WHAT IS NEEDED
The data should be duplicated exactly, with every word kept as it is.

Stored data
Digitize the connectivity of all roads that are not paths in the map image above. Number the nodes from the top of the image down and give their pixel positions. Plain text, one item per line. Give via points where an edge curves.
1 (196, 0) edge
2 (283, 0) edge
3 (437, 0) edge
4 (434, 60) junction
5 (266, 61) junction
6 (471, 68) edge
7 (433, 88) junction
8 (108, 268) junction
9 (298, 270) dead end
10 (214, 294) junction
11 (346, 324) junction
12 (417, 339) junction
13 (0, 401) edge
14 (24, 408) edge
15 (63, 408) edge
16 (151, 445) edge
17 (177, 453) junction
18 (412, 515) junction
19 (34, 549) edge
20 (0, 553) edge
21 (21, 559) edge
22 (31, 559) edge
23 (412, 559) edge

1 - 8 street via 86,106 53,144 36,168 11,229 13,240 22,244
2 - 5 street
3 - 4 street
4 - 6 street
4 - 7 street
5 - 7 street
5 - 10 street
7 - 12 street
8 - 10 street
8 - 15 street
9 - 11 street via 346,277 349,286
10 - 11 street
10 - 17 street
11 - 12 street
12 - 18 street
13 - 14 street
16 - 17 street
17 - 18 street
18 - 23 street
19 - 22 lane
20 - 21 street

EXPECTED ANSWER
Digitize the connectivity of all roads that are not paths in the map image above. Number the nodes from the top of the image down and give their pixel positions. Plain text, one item per line. Give via points where an edge curves.
1 (196, 0) edge
2 (283, 0) edge
3 (437, 0) edge
4 (434, 60) junction
5 (266, 61) junction
6 (471, 68) edge
7 (433, 88) junction
8 (108, 268) junction
9 (298, 270) dead end
10 (214, 294) junction
11 (346, 324) junction
12 (417, 339) junction
13 (0, 401) edge
14 (24, 408) edge
15 (63, 408) edge
16 (151, 445) edge
17 (177, 453) junction
18 (412, 515) junction
19 (34, 549) edge
20 (0, 553) edge
21 (21, 559) edge
22 (31, 559) edge
23 (412, 559) edge

1 - 8 street via 86,106 53,144 36,168 11,229 13,240 22,244
2 - 5 street
3 - 4 street
4 - 6 street
4 - 7 street
5 - 7 street
5 - 10 street
7 - 12 street
8 - 10 street
8 - 15 street
9 - 11 street via 346,277 349,286
10 - 11 street
10 - 17 street
11 - 12 street
12 - 18 street
13 - 14 street
16 - 17 street
17 - 18 street
18 - 23 street
19 - 22 lane
20 - 21 street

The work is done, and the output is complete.